For the teacher working with older students
who lack foundation skills, this course should offer ideas for building
skills while addressing grade level content. This can be done
with even a few minutes dedicated to skill building each day. More
importantly, it can be done by focusing on fewer facts at a time and then using
or practicing them to automaticity.
I reference the NCTM (National Council of
Teachers of Mathematics) position paper on interventions. In this
document the organization stressed the need to invest time in hitting the “big
picture” concepts rather than relegating an older student to a lower level
curriculum. Later in the video conferences I will refer to aspects
of this as the “super powers of math.”
In a recent presentation I gave at a
university STEM conference, I outlined two type of intervention: the intensity
of a summer ‘boot camp” or what I call “infusion for inclusion.” In
a summer session, an interventionist can attempt to lay a foundation for math
processing by trying to address the core concepts in a hierarchy of math
concepts outlined as foundation skills. In an “infusion” model, an
instructor would attempt to direct targeted practice and focus on smaller
aspects of these same concepts but on a daily basis in warm ups, practice pages
or homework. Neither is ideal, but core concepts and foundation
skills must be addressed if students are to understand the math they are
currently studying.
First, you must determine if students have
a sense of numeracy. Are they still counting on fingers? Are they
unable to perform basic calculations without using a calculator? Do they
lack a sense of what operations mean? You will need to assess your
students to find what they know and don’t know.
In the first day of my summer math camps
for adolescents, we do not use pencil and paper. There are no worksheets,
no paper homework, no quizzes. Students begin by solving problems with
manipulatives. I use the craft sticks, base ten blocks, fraction manipulatives,
pattern blocks…anything that can model basic operations. I like to begin
with subtraction with regrouping using the craft sticks and a place value
mat. Sometimes, depending on the age of the students, I include
regrouping from the whole to the part so they would need to break the stick to
solve for a fractional amount. They may work independently or in
pairs. In every case, the students go home and say that this is not like
any math class they have attended. They like the nature of the hands on
work.
I usually quickly find that many students
do not understand what they have been doing on paper. They “borrow” and
“carry,” “flip and multiply,” create lattices or divide with partial
quotients, but they have poor understanding of what they are doing on
paper because it was taught only at the abstract level with few or no quantity
representations. Taking them back to the concrete level is enlightening
for many of them. It is also fun.
Once we establish these quantity
representations at the concrete and pictorial level, we can quickly make the
links to what they have been doing in the abstract. Some students will
progress in a matter of a day or so. Others will need more time.
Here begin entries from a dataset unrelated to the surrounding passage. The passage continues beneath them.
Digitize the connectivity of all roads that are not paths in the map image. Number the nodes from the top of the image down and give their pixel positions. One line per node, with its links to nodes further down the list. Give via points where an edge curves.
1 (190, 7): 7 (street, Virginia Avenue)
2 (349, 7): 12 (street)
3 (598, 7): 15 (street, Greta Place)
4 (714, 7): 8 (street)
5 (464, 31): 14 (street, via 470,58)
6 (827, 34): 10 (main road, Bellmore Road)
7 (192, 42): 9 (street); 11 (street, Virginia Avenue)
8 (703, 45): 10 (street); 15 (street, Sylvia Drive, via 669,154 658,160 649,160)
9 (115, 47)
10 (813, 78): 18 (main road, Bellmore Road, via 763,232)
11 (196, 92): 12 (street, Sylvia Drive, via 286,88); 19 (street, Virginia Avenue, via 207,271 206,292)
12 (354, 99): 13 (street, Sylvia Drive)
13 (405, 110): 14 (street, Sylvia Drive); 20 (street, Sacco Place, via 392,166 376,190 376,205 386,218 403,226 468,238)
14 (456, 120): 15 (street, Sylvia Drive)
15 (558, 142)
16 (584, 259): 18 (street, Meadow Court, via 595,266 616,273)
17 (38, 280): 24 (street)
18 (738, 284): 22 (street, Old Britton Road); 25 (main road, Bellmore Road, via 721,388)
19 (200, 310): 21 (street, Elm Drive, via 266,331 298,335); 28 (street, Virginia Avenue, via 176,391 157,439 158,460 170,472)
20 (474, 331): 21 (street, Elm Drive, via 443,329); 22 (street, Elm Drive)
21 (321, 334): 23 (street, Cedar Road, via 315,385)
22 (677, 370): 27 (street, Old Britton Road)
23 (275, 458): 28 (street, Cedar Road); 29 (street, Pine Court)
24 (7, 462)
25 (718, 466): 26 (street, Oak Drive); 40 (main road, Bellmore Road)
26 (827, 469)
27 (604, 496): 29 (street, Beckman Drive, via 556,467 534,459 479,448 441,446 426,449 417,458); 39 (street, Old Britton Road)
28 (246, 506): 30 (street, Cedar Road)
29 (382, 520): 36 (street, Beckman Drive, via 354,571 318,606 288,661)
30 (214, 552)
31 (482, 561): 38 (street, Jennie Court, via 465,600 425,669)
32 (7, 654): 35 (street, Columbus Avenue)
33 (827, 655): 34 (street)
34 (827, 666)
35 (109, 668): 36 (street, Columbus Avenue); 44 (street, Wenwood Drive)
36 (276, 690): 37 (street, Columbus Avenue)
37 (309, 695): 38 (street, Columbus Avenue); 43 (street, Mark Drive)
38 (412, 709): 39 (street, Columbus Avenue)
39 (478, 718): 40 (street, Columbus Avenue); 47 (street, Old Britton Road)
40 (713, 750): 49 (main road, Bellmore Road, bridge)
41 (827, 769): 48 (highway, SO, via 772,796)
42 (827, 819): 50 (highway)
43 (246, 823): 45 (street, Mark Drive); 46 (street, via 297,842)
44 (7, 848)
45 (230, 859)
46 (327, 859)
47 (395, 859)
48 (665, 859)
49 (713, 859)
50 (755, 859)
The second key to reaching the students
beyond the concrete representations is using explicit language and
"friendly" or easy numbers. Whenever you teach something new,
make your language as precise as you can and use easily accessible numbers so
the students can focus on the meaning behind the math. If they must
struggle to retrieve number facts in the middle of some sequential algorithm,
you have lost them before you start. Using easy numbers for instruction
does not harm any student and it leaves the teacher the possibility of
differentiating and adding rigor for those students who need it. Using
“friendly” numbers for instruction and differentiated numbers for practice and
applications allows all boats to rise when the curriculum tide comes in.
Thus, one strategy is to present numbers
students will use but early in the lesson. The warm up is perfect.
Lead students to fill in PART of a times table chart rather than giving them
one already filled out. They create their own near point reference.
I like to use the seven times table and the perfect squares. Then USE those
numbers in class for all work that day and for several days so that the facts
become friendlier and friendlier. With the seven times table and the
perfect squares, you can teach multiplication, division, simplifying fractions,
mental math, the distributive property, multi-digit arithmetic and simplifying
radicals. Food for thought.
Finally, I will add that one common deficit
among older students is in numeracy- composition and decomposition patterns-
for the digits from six through nine. Early on, students are taught to
"count on" to add and to "count back" to subtract.
They are not given sufficient practice in these numeracy patterns and therefore
have great difficulty in addition and especially subtraction across a
ten. Provide small incremental practice with these patterns in warm-ups
or brief practice sets. Use no more than one or two patterns at a time
and use the patterns across place value. If you subtract for example
13-7, decompose the 7 as 3 and 4. Lead students to subtract 3 to get to
10 and then subtract the 4. Then use the same pattern to subtract 7 from
43, 63, 93 and then to subtract 17 from 83. Demonstrate math reasoning
but with the same pattern in different contexts. With some students you
could even take the pattern to 3-7=-4.
I have taught middle school students who I now realize lacked numeracy skills. I had one student who had a great memory and DID memorize many multiplication and division facts (and probably capitals of various counties :) ). On the other hand, she couldn't respond to simple word problems involving these concepts, and she could only add and subtract with counting. It is truly enlightening to see this student's issues as less of a mystery, and, instead, as an increasingly known pattern of moving on in the curriculum before fully internalizing basic numeracy skills.